Task prompt: Extract only the lines from the start of the entries below to the line with "ring dip: (338, 212)", inclusive; omit every picture.

(Stored data entries)
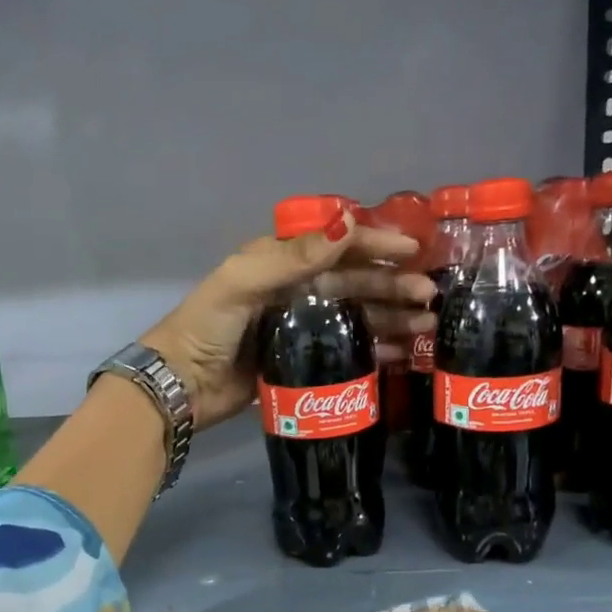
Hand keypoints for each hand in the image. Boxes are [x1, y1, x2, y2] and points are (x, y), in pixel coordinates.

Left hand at [139, 213, 430, 428]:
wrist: (182, 386)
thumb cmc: (207, 327)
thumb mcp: (242, 283)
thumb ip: (292, 257)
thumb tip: (348, 224)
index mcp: (281, 264)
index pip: (336, 246)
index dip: (375, 245)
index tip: (413, 249)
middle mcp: (296, 291)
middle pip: (354, 283)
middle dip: (393, 286)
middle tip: (430, 296)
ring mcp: (302, 328)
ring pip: (357, 317)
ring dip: (393, 319)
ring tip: (428, 326)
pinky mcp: (305, 363)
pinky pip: (349, 351)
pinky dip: (376, 351)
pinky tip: (403, 354)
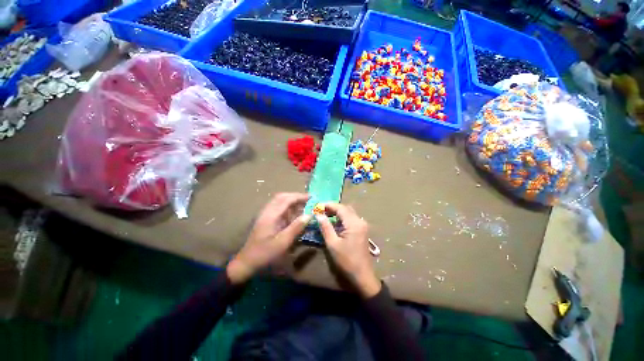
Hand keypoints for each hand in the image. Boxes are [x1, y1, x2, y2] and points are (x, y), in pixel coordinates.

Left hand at [227, 193, 310, 284]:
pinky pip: (278, 208)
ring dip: (292, 201)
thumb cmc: (265, 253)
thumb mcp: (283, 242)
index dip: (300, 196)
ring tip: (304, 204)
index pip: (287, 199)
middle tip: (308, 200)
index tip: (312, 197)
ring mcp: (266, 214)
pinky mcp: (266, 219)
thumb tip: (309, 215)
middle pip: (282, 197)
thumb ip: (296, 227)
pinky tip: (295, 213)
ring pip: (280, 201)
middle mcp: (268, 211)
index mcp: (271, 215)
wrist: (247, 262)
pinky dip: (288, 207)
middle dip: (296, 196)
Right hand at [316, 203, 380, 297]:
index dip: (329, 205)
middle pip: (346, 208)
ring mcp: (362, 225)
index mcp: (354, 223)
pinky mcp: (362, 229)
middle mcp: (360, 221)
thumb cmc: (346, 260)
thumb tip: (318, 214)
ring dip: (338, 212)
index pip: (340, 208)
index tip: (318, 205)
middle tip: (321, 210)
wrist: (362, 275)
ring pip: (349, 212)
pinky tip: (335, 222)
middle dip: (333, 207)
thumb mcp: (333, 244)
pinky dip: (342, 217)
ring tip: (326, 215)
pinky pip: (351, 218)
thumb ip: (326, 227)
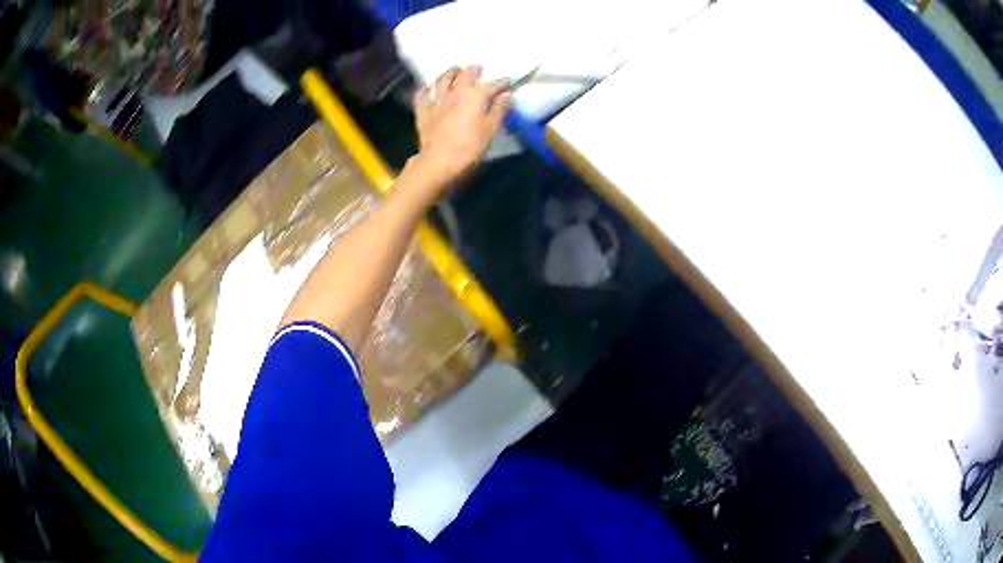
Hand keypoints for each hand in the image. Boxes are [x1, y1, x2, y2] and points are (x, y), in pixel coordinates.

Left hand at [410, 66, 511, 193]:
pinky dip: (425, 91)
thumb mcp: (491, 130)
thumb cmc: (470, 147)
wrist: (439, 162)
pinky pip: (422, 97)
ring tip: (454, 70)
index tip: (507, 82)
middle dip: (473, 70)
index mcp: (475, 96)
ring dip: (449, 73)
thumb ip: (499, 110)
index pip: (492, 85)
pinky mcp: (423, 112)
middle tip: (477, 68)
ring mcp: (437, 101)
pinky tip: (426, 89)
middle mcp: (455, 92)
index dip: (502, 83)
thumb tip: (505, 94)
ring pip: (442, 80)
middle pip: (465, 75)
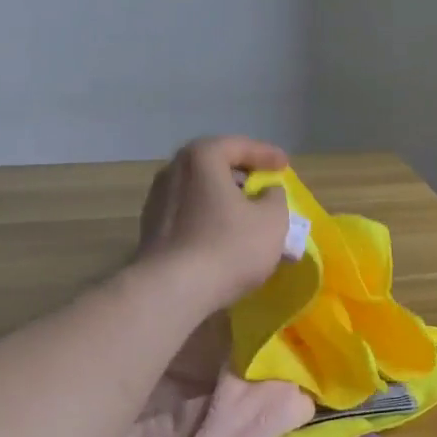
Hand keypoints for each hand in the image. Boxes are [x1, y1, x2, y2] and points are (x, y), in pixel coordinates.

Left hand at [138, 135, 291, 306]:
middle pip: (214, 167)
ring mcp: (157, 201)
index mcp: (201, 158)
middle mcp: (173, 171)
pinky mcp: (151, 231)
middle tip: (264, 187)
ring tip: (247, 217)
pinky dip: (209, 219)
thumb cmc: (229, 246)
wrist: (173, 290)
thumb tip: (266, 193)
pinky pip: (189, 215)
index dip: (266, 154)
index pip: (238, 146)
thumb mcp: (272, 220)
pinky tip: (224, 238)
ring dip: (224, 201)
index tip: (285, 165)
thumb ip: (275, 198)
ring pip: (200, 193)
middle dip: (242, 177)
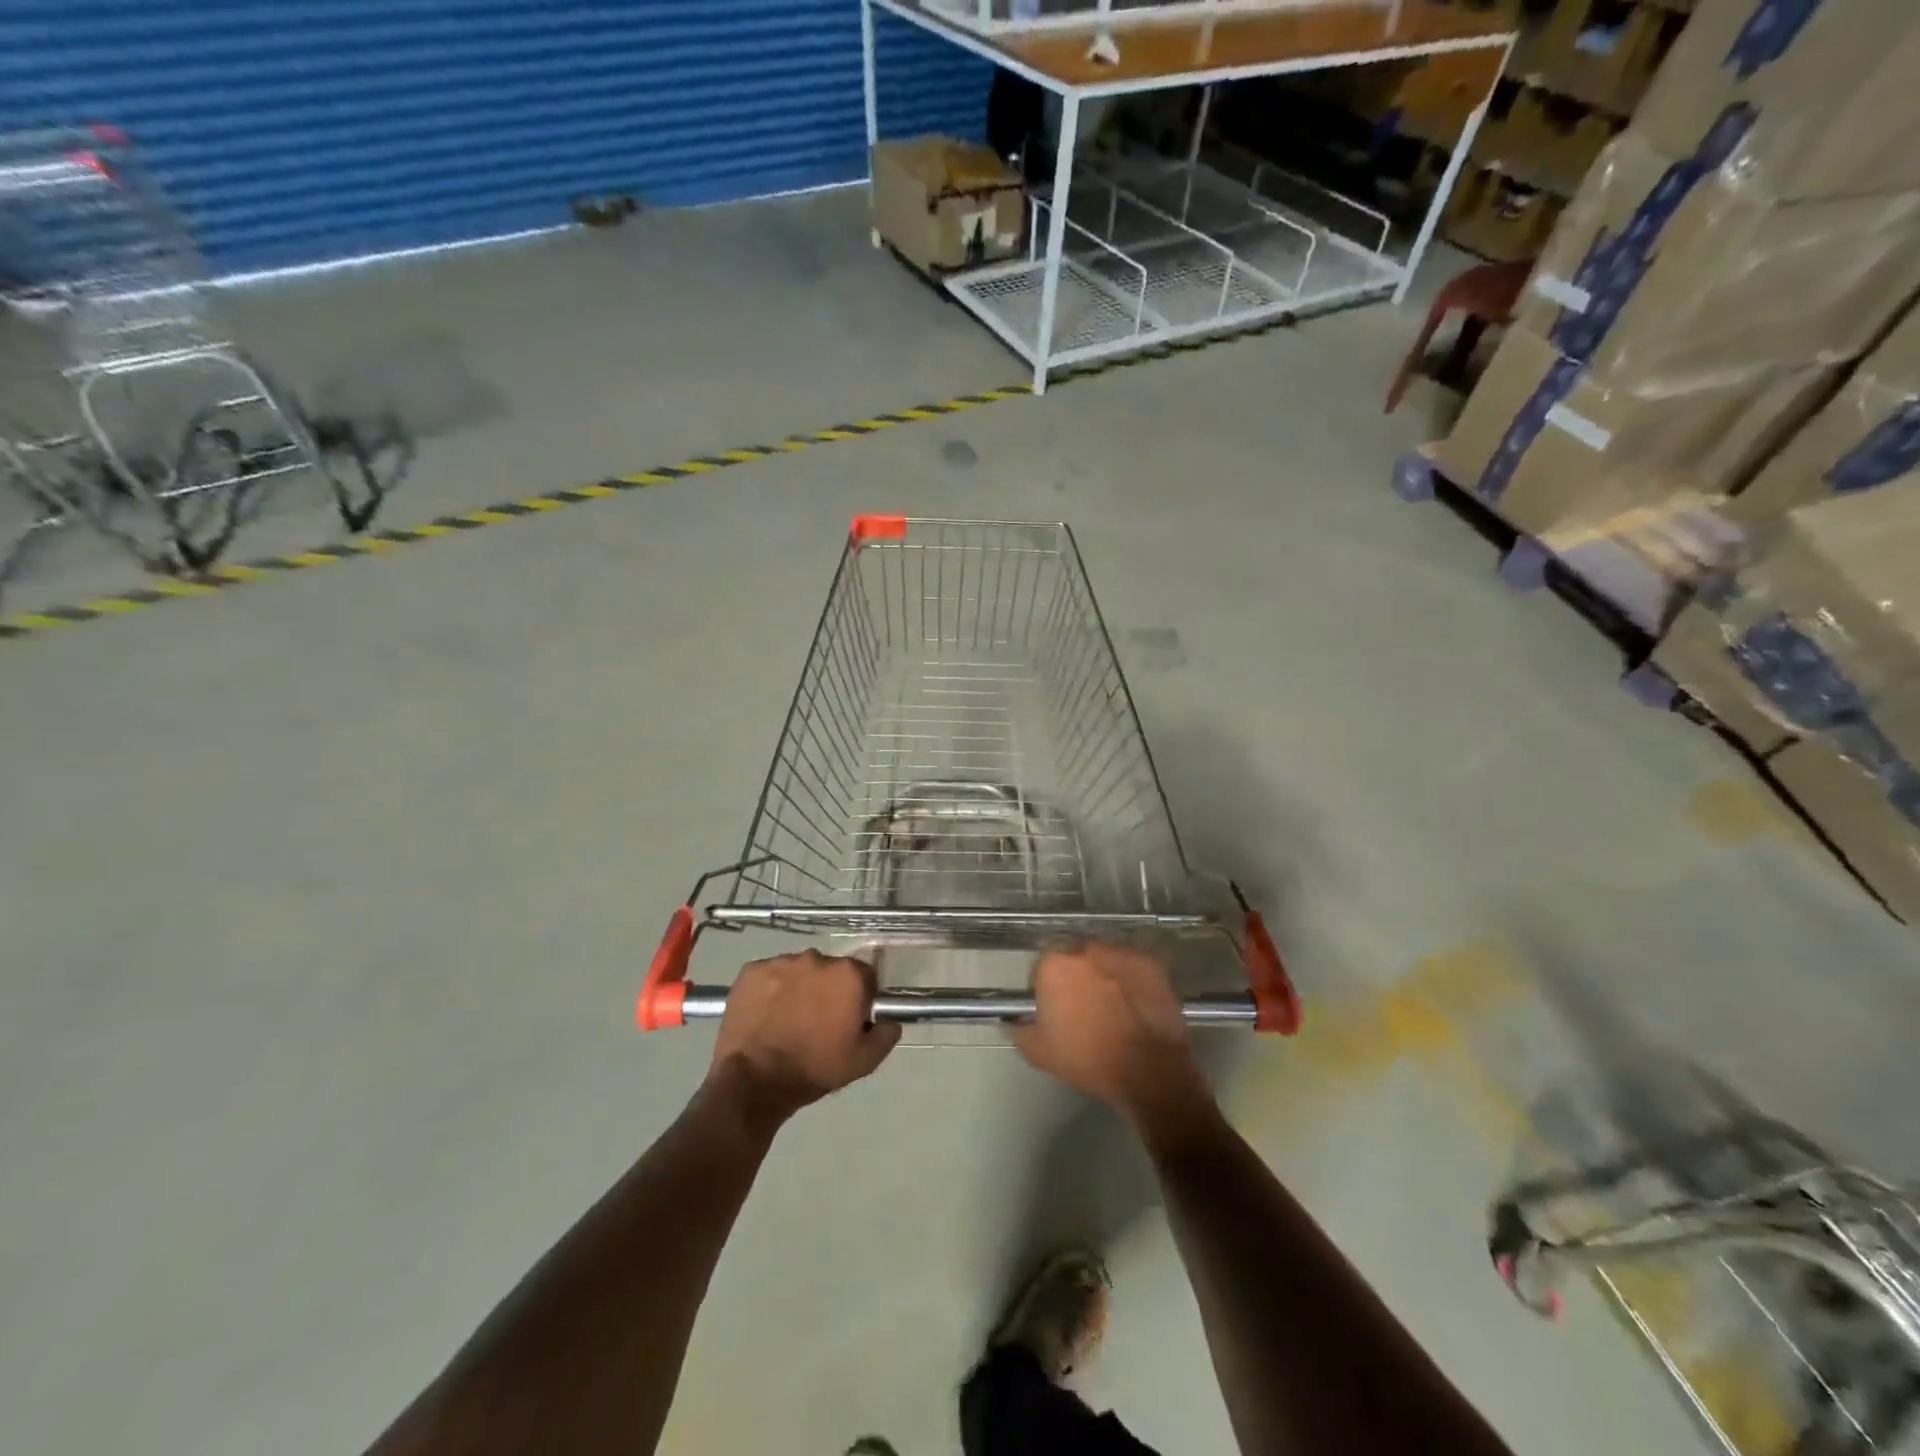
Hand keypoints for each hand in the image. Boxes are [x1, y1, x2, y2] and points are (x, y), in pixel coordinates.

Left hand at [707, 951, 900, 1129]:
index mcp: (848, 975)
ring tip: (787, 1019)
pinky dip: (769, 990)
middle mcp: (816, 958)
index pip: (864, 976)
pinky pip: (768, 975)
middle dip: (827, 989)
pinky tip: (765, 1015)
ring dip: (798, 988)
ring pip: (798, 970)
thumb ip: (885, 1035)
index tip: (849, 1019)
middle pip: (830, 970)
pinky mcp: (751, 971)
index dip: (859, 997)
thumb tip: (890, 1021)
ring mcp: (781, 962)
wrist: (754, 1080)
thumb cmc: (814, 1069)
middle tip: (817, 1021)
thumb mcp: (863, 1062)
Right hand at [1012, 943, 1209, 1125]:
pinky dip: (1130, 978)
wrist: (1147, 1070)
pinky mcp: (1149, 961)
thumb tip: (1012, 1021)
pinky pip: (1132, 965)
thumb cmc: (1087, 1058)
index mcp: (1054, 964)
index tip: (1055, 1010)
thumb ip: (1019, 1030)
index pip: (1042, 969)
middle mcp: (1086, 948)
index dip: (1046, 990)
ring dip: (1103, 974)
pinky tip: (1134, 1002)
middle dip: (1076, 977)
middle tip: (1084, 1006)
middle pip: (1074, 958)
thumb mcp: (1039, 1052)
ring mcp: (1121, 951)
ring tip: (1112, 1004)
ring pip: (1104, 958)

Response area:
Hand keypoints for each hand in the image. Boxes are [x1, y1, x2, y2] and points are (x, y), in pixel coordinates.

Left hand at [139, 213, 430, 428]:
wrist: (182, 386)
thumb cmc: (207, 327)
thumb mcp: (242, 283)
thumb ip: (292, 257)
thumb tip: (348, 224)
index mcp: (281, 264)
index pip: (336, 246)
index dip: (375, 245)
index tip: (413, 249)
middle mcp: (296, 291)
middle pip: (354, 283)
middle dip: (393, 286)
middle tip: (430, 296)
ring mcp: (302, 328)
ring pip: (357, 317)
ring dip: (393, 319)
ring tip: (428, 326)
pinky mcp: (305, 363)
pinky pip: (349, 351)
pinky dip: (376, 351)
pinky tip: (403, 354)
Hand keypoints for each hand in the image. Boxes are [x1, y1, x2, y2] and points are (x, y), in pixel coordinates.

Left hand at [227, 193, 310, 284]:
pinky pip: (278, 208)
ring dip: (292, 201)
thumb cmc: (265, 253)
thumb mcp: (283, 242)
index dip: (300, 196)
ring tip: (304, 204)
index pip: (287, 199)
middle tip: (308, 200)
index tip: (312, 197)
ring mcp: (266, 214)
pinky mcp: (266, 219)
thumb tip: (309, 215)
middle pip: (282, 197)
thumb ip: (296, 227)
pinky tip: (295, 213)
ring pip: (280, 201)
middle mcp: (268, 211)
index mcp: (271, 215)
wrist: (247, 262)
pinky dip: (288, 207)
middle dip: (296, 196)
Right hand at [316, 203, 380, 297]:
index dip: (329, 205)
middle pip: (346, 208)
ring mcp: (362, 225)
index mcp: (354, 223)
pinky mcp: (362, 229)
middle mcp: (360, 221)
thumb cmc: (346, 260)
thumb tip: (318, 214)
ring dip: (338, 212)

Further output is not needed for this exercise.